(EXTRACTED INFORMATION begins)

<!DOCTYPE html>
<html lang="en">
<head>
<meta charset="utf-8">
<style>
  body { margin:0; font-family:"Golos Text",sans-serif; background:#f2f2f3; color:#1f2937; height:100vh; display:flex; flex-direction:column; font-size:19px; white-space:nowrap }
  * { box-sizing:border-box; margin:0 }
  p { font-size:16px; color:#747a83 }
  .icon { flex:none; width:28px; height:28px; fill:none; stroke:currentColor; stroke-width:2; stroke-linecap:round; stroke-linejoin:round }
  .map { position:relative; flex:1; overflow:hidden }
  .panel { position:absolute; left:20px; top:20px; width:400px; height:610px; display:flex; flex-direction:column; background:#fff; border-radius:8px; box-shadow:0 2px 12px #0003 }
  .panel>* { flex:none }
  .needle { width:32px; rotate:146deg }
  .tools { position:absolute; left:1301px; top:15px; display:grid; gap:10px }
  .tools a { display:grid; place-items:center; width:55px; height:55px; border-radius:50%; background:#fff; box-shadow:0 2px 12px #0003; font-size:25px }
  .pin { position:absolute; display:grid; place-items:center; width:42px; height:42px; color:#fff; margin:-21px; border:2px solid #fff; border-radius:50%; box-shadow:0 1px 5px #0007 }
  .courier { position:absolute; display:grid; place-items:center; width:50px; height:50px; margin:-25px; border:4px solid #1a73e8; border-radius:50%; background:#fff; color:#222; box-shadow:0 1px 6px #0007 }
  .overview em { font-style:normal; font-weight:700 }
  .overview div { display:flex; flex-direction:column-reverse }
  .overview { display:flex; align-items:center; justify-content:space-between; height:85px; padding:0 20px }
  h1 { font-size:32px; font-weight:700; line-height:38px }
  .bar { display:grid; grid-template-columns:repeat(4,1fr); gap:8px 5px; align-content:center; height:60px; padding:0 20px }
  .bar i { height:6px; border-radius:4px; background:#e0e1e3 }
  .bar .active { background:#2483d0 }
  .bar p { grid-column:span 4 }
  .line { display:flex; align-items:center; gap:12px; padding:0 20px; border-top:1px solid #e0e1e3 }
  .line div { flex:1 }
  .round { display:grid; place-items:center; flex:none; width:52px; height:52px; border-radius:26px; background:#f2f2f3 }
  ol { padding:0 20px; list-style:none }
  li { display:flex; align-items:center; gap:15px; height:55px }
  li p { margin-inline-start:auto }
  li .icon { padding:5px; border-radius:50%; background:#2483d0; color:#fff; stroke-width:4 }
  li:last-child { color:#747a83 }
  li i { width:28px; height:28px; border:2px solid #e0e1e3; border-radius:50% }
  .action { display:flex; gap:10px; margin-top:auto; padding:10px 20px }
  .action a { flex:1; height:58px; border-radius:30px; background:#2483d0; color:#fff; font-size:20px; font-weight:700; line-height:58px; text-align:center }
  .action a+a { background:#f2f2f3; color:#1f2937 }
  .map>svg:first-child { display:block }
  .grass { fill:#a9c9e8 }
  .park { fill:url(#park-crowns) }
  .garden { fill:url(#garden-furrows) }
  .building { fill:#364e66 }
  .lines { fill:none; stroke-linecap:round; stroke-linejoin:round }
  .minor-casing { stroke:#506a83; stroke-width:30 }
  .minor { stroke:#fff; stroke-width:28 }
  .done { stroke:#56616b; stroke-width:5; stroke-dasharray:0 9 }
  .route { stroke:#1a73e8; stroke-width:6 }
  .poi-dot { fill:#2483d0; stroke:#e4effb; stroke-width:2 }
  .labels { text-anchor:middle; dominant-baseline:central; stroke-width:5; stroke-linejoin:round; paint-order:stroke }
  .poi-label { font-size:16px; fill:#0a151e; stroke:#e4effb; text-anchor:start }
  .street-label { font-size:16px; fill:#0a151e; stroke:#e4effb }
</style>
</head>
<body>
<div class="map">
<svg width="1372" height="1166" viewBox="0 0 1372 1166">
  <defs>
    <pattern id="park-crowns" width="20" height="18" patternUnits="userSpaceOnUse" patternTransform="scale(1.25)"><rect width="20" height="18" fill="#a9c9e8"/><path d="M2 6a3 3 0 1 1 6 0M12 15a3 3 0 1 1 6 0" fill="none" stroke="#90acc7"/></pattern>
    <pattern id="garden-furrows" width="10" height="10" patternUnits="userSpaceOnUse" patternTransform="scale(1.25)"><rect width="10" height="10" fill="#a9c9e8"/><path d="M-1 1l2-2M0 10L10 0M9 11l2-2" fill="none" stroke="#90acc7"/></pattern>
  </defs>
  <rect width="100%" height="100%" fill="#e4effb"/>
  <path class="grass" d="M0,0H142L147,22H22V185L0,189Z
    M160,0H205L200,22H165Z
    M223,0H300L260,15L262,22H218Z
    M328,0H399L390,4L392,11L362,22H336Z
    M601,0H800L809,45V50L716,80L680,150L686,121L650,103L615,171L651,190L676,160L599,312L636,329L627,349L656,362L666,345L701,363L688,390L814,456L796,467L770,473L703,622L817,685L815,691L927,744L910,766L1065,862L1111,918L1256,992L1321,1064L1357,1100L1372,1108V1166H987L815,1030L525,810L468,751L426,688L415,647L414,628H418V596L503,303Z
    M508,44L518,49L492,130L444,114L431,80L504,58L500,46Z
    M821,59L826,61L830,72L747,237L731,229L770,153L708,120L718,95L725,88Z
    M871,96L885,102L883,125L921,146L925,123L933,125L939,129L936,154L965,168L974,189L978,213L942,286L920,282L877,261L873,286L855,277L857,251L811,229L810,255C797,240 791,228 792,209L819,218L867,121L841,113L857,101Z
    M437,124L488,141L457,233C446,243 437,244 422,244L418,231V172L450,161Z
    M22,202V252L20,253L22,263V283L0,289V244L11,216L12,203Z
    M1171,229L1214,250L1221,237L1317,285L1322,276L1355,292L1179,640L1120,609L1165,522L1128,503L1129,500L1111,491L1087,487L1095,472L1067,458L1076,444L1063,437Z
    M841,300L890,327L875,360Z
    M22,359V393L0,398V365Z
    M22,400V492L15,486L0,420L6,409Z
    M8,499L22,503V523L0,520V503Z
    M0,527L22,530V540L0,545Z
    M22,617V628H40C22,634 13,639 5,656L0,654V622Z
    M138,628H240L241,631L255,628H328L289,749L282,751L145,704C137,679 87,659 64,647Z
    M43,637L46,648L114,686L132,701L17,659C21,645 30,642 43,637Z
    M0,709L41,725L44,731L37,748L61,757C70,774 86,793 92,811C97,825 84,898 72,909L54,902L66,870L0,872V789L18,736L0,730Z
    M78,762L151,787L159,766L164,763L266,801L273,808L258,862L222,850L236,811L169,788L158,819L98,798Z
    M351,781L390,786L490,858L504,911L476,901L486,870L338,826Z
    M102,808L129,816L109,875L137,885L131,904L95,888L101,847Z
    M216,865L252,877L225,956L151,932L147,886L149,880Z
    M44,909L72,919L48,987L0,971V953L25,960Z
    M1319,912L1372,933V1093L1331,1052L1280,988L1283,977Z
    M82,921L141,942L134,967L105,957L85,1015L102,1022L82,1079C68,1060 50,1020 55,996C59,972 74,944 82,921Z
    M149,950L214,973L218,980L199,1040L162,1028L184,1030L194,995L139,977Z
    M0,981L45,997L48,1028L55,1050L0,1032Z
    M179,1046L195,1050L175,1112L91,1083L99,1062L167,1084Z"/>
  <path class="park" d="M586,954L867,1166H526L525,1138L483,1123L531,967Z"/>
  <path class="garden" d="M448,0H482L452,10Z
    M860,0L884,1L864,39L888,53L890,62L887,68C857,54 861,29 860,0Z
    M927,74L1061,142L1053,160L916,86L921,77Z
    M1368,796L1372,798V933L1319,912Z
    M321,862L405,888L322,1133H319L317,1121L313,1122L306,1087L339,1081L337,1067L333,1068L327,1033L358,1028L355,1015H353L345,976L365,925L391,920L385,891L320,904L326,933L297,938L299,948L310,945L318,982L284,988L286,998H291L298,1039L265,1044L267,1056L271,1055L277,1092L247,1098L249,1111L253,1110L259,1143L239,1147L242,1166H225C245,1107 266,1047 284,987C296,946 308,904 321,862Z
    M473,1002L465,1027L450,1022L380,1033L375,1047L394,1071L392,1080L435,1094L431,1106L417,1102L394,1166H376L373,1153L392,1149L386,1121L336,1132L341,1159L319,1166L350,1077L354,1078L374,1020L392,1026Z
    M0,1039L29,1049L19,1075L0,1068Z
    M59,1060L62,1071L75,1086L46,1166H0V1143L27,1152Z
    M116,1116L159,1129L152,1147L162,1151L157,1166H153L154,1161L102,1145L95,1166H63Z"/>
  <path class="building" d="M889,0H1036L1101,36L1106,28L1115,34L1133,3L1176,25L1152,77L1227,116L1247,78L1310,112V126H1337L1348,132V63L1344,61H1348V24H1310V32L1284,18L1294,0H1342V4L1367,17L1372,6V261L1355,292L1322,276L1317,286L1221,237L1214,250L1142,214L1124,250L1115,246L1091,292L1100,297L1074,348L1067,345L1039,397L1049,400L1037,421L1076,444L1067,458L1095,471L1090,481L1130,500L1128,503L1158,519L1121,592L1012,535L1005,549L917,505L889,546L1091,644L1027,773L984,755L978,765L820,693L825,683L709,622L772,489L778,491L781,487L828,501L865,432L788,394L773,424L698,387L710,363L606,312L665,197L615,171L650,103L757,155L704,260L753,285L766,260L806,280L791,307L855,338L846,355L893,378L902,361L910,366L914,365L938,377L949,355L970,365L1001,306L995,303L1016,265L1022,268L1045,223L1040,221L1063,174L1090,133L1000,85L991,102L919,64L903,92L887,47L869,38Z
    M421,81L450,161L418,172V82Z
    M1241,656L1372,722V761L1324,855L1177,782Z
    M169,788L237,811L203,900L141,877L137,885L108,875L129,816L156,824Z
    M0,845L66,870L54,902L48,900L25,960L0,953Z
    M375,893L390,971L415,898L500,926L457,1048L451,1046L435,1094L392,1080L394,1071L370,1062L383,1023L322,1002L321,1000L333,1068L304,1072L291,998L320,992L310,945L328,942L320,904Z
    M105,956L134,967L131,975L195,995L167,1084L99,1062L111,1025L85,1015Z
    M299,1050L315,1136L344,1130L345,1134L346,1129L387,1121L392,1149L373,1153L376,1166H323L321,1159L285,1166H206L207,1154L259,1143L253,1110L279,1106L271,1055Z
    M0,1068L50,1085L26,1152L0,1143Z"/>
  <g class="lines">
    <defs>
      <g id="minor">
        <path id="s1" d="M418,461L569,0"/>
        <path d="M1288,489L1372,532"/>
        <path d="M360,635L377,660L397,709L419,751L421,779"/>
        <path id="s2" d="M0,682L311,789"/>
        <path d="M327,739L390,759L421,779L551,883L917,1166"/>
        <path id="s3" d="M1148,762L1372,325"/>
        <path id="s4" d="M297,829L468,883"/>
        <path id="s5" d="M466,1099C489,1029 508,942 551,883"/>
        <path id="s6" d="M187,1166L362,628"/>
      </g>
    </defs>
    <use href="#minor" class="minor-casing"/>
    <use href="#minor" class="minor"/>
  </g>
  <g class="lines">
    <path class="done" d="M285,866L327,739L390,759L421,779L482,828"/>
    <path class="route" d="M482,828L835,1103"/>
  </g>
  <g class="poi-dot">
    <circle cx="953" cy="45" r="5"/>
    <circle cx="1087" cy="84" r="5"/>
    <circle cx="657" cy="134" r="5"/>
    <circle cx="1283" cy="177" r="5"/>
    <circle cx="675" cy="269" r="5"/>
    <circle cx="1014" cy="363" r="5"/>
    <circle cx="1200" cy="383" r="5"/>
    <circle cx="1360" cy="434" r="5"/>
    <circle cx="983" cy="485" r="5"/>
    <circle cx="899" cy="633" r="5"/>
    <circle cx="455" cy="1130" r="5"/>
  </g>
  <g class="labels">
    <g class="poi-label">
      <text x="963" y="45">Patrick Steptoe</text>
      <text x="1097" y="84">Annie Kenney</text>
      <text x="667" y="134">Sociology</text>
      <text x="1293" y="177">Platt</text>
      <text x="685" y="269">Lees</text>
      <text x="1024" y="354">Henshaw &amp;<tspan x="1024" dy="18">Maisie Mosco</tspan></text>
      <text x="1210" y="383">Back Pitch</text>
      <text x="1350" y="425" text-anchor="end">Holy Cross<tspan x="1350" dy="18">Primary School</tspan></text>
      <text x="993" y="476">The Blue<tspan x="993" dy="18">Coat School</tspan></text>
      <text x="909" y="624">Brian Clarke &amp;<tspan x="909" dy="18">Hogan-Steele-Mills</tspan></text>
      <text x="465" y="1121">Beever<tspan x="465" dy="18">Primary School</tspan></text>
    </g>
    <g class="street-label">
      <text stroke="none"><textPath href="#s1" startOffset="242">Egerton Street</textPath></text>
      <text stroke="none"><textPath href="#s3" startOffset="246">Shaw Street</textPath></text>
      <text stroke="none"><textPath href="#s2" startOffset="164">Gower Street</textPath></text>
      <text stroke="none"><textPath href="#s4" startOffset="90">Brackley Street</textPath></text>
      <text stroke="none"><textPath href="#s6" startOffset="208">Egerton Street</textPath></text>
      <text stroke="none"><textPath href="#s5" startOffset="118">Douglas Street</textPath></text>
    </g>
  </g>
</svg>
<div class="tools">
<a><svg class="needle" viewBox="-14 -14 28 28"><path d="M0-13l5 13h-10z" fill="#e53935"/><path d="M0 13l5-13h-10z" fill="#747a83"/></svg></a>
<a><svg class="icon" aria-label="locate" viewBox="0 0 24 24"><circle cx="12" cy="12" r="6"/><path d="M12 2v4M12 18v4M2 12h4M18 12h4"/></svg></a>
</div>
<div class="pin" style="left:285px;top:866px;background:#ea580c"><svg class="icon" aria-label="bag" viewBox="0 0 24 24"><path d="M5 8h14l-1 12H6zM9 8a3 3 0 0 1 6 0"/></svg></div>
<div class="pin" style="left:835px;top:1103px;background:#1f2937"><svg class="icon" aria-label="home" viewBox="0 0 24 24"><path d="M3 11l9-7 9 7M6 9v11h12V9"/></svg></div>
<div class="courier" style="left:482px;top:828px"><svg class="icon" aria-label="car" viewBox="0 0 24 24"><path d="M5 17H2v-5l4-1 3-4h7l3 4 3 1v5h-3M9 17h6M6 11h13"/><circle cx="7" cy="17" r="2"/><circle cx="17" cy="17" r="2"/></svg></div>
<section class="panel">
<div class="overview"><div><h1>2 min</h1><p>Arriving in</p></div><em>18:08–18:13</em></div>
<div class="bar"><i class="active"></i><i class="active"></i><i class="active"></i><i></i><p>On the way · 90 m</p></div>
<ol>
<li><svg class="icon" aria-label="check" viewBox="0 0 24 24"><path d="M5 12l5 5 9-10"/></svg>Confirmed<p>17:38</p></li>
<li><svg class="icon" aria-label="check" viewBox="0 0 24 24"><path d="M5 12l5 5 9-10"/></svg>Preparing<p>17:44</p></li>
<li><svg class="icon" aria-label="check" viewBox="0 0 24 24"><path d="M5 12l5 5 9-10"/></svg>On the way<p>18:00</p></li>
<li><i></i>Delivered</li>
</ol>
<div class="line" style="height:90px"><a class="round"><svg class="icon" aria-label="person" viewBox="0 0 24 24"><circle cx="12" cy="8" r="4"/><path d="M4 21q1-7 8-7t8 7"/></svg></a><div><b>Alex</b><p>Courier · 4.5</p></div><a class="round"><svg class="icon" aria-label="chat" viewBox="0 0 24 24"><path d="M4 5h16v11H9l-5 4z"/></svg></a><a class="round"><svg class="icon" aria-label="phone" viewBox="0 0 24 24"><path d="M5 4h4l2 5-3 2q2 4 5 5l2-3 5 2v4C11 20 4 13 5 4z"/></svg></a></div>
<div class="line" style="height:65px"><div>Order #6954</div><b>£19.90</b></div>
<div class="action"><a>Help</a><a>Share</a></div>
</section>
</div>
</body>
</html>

(EXTRACTED INFORMATION ends)

- PROBLEM TO SOLVE
Nothing past the line containing "position:relative; flex:1; overflow:hidden" should be restated; transcribe the material exactly from its first line through that line.

- THE COMPLETED TASK
<!DOCTYPE html>
<html lang="en">
<head>
<meta charset="utf-8">
<style>
  body { margin:0; font-family:"Golos Text",sans-serif; background:#f2f2f3; color:#1f2937; height:100vh; display:flex; flex-direction:column; font-size:19px; white-space:nowrap }
  * { box-sizing:border-box; margin:0 }
  p { font-size:16px; color:#747a83 }
  .icon { flex:none; width:28px; height:28px; fill:none; stroke:currentColor; stroke-width:2; stroke-linecap:round; stroke-linejoin:round }
  .map { position:relative; flex:1; overflow:hidden }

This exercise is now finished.